_SUPPLIED RECORDS_.
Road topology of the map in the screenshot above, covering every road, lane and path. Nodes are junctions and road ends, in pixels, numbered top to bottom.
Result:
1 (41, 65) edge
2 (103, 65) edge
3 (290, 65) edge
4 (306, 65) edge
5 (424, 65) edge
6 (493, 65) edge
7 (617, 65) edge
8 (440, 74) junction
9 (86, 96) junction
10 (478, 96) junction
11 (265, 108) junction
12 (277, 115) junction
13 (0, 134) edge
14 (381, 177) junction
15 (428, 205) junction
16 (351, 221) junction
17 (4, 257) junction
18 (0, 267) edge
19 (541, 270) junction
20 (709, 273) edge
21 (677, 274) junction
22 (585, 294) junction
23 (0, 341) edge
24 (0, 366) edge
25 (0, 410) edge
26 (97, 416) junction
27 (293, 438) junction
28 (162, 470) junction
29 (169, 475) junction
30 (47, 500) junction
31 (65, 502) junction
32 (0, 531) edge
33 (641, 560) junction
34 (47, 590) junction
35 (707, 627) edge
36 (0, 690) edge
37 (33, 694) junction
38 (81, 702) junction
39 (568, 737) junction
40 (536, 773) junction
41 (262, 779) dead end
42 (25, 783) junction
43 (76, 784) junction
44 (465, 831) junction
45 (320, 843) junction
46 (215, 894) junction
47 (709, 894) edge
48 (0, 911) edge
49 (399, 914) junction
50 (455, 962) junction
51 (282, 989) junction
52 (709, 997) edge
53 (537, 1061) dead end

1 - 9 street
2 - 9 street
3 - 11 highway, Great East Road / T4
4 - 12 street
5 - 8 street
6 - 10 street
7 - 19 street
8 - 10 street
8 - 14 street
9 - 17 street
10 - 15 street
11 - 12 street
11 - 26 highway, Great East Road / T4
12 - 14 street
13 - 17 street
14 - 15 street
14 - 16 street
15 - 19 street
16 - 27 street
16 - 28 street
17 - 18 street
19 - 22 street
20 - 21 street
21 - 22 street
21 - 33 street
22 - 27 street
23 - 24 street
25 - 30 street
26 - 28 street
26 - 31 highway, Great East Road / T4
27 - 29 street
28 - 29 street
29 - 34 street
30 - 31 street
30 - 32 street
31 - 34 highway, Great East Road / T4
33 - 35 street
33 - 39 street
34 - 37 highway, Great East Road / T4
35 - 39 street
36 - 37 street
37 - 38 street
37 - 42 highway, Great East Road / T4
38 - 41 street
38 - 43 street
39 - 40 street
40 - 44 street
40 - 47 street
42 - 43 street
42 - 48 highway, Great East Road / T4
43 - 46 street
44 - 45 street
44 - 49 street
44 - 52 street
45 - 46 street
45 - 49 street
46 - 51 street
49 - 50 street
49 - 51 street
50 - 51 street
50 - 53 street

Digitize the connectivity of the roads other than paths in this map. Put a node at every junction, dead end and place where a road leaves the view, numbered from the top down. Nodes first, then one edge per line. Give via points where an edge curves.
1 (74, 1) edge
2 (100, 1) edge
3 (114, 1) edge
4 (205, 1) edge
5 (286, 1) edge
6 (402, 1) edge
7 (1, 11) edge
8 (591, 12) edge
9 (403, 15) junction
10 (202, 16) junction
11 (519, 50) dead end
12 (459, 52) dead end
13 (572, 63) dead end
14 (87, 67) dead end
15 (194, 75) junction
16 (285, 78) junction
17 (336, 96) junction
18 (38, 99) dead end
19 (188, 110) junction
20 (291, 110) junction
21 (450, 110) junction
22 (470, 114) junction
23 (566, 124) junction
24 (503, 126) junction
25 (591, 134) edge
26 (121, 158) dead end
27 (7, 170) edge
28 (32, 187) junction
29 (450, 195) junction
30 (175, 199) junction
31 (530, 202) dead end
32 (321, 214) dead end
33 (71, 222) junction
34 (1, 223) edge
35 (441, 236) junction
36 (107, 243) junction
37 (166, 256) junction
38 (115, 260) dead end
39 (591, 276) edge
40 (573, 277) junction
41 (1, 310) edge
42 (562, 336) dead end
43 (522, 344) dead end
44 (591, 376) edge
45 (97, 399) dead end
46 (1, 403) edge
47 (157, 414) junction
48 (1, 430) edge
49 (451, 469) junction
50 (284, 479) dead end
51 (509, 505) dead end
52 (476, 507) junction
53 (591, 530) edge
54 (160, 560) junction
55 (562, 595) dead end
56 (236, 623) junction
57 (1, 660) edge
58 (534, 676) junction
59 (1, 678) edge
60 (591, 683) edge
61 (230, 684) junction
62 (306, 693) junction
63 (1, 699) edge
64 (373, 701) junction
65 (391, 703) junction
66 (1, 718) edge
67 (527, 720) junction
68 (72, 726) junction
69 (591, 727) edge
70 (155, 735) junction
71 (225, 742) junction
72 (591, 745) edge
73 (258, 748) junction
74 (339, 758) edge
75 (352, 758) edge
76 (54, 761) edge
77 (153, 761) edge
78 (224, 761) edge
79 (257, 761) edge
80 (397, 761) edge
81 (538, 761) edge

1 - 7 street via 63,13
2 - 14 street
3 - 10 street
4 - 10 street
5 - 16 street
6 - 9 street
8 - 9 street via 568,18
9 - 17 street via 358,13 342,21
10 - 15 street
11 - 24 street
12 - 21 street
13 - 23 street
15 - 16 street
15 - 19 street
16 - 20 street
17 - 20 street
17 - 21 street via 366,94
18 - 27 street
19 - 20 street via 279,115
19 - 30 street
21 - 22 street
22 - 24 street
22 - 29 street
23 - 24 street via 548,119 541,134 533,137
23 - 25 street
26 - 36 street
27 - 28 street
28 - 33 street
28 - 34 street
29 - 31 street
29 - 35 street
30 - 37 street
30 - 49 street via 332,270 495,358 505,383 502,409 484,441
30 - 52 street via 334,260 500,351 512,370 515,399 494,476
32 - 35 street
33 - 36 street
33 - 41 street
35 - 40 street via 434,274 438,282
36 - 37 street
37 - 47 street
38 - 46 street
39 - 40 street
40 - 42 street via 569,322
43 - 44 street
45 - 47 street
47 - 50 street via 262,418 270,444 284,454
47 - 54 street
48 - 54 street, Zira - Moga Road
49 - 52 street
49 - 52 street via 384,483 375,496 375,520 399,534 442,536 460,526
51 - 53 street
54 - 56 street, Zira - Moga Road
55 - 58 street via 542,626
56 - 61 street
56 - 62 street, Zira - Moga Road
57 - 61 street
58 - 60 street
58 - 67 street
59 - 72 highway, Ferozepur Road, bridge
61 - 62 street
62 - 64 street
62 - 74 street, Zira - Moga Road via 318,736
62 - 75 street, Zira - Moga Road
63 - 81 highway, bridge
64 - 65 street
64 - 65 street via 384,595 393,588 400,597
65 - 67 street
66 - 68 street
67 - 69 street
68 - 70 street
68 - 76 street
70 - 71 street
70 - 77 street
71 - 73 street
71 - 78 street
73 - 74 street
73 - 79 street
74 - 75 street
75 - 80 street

_PROBLEM STATEMENT_. List each line in the listing that contains the string "numbered".

_WRITTEN SOLUTION_.
Road topology of the map in the screenshot above, covering every road, lane and path. Nodes are junctions and road ends, in pixels, numbered top to bottom.
Digitize the connectivity of the roads other than paths in this map. Put a node at every junction, dead end and place where a road leaves the view, numbered from the top down. Nodes first, then one edge per line. Give via points where an edge curves.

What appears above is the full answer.